[Saved data entries]
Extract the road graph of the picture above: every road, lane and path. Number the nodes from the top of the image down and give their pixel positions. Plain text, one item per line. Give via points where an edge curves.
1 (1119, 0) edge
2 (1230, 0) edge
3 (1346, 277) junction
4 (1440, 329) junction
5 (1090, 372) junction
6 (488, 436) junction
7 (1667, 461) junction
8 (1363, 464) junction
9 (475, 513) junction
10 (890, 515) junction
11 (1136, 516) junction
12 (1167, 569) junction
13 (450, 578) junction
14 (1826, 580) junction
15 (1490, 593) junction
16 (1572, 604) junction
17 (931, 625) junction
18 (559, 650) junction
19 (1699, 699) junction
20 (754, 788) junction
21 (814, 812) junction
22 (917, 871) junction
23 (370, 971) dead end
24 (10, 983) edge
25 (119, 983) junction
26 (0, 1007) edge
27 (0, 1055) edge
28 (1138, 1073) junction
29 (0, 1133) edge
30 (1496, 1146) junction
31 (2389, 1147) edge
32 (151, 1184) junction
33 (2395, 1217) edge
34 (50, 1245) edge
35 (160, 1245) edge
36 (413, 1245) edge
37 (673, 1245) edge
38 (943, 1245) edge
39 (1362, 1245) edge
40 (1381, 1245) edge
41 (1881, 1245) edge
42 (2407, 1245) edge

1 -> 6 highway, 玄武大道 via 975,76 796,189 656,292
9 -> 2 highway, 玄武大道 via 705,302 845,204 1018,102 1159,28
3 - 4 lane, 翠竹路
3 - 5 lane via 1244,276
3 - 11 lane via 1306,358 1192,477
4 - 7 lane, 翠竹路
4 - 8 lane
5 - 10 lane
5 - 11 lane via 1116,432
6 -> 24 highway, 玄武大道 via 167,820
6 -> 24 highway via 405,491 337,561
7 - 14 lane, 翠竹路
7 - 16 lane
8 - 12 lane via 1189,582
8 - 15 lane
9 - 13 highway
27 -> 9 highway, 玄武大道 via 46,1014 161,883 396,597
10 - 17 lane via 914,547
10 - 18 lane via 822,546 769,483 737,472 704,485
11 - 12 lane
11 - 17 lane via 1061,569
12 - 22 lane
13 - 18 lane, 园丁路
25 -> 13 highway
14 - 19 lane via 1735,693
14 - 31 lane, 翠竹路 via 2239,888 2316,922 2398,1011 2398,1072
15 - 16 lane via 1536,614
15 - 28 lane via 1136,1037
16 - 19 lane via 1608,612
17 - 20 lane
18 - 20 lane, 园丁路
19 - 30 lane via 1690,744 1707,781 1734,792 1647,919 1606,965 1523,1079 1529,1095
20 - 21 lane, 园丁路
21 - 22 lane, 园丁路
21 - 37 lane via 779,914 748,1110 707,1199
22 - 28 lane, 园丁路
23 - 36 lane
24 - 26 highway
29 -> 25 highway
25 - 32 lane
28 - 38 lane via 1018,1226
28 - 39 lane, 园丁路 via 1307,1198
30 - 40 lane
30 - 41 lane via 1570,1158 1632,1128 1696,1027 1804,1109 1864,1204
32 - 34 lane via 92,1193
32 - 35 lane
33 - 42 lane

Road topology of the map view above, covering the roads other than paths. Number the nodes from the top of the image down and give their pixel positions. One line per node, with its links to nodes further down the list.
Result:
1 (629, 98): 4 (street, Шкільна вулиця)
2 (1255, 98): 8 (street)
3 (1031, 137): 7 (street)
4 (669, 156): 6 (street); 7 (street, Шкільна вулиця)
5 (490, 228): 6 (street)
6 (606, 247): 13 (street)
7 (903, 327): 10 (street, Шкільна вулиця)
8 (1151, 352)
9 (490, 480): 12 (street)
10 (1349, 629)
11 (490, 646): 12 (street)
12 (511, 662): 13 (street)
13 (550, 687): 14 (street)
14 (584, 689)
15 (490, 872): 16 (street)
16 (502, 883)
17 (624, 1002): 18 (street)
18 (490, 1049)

* **GOAL OF THE EXERCISE**
The entries shown above should be duplicated exactly.

* **TASK SOLUTION**
Extract the road graph of the picture above: every road, lane and path. Number the nodes from the top of the image down and give their pixel positions. Plain text, one item per line. Give via points where an edge curves.
1 (1119, 0) edge
2 (1230, 0) edge
3 (1346, 277) junction
4 (1440, 329) junction
5 (1090, 372) junction
6 (488, 436) junction
7 (1667, 461) junction
8 (1363, 464) junction
9 (475, 513) junction
10 (890, 515) junction
11 (1136, 516) junction
12 (1167, 569) junction
13 (450, 578) junction
14 (1826, 580) junction
15 (1490, 593) junction
16 (1572, 604) junction
17 (931, 625) junction
18 (559, 650) junction
19 (1699, 699) junction
20 (754, 788) junction
21 (814, 812) junction
22 (917, 871) junction
23 (370, 971) dead end
24 (10, 983) edge
25 (119, 983) junction
26 (0, 1007) edge
27 (0, 1055) edge
28 (1138, 1073) junction
29 (0, 1133) edge
30 (1496, 1146) junction
31 (2389, 1147) edge
32 (151, 1184) junction
33 (2395, 1217) edge
34 (50, 1245) edge
35 (160, 1245) edge
36 (413, 1245) edge
37 (673, 1245) edge
38 (943, 1245) edge
39 (1362, 1245) edge
40 (1381, 1245) edge
41 (1881, 1245) edge
42 (2407, 1245) edge

1 -> 6 highway, 玄武大道 via 975,76 796,189 656,292
9 -> 2 highway, 玄武大道 via 705,302 845,204 1018,102 1159,28
3 - 4 lane, 翠竹路
3 - 5 lane via 1244,276
3 - 11 lane via 1306,358 1192,477
4 - 7 lane, 翠竹路
4 - 8 lane
5 - 10 lane
5 - 11 lane via 1116,432
6 -> 24 highway, 玄武大道 via 167,820
6 -> 24 highway via 405,491 337,561
7 - 14 lane, 翠竹路
7 - 16 lane
8 - 12 lane via 1189,582
8 - 15 lane
9 - 13 highway
27 -> 9 highway, 玄武大道 via 46,1014 161,883 396,597
10 - 17 lane via 914,547
10 - 18 lane via 822,546 769,483 737,472 704,485
11 - 12 lane
11 - 17 lane via 1061,569
12 - 22 lane
13 - 18 lane, 园丁路
25 -> 13 highway
14 - 19 lane via 1735,693
14 - 31 lane, 翠竹路 via 2239,888 2316,922 2398,1011 2398,1072
15 - 16 lane via 1536,614
15 - 28 lane via 1136,1037
16 - 19 lane via 1608,612
17 - 20 lane
18 - 20 lane, 园丁路
19 - 30 lane via 1690,744 1707,781 1734,792 1647,919 1606,965 1523,1079 1529,1095
20 - 21 lane, 园丁路
21 - 22 lane, 园丁路
21 - 37 lane via 779,914 748,1110 707,1199
22 - 28 lane, 园丁路
23 - 36 lane
24 - 26 highway
29 -> 25 highway
25 - 32 lane
28 - 38 lane via 1018,1226
28 - 39 lane, 园丁路 via 1307,1198
30 - 40 lane
30 - 41 lane via 1570,1158 1632,1128 1696,1027 1804,1109 1864,1204
32 - 34 lane via 92,1193
32 - 35 lane
33 - 42 lane

Road topology of the map view above, covering the roads other than paths. Number the nodes from the top of the image down and give their pixel positions. One line per node, with its links to nodes further down the list.
Result:
1 (629, 98): 4 (street, Шкільна вулиця)
2 (1255, 98): 8 (street)
3 (1031, 137): 7 (street)
4 (669, 156): 6 (street); 7 (street, Шкільна вулиця)
5 (490, 228): 6 (street)
6 (606, 247): 13 (street)
7 (903, 327): 10 (street, Шкільна вулиця)
8 (1151, 352)
9 (490, 480): 12 (street)
10 (1349, 629)
11 (490, 646): 12 (street)
12 (511, 662): 13 (street)
13 (550, 687): 14 (street)
14 (584, 689)
15 (490, 872): 16 (street)
16 (502, 883)
17 (624, 1002): 18 (street)
18 (490, 1049)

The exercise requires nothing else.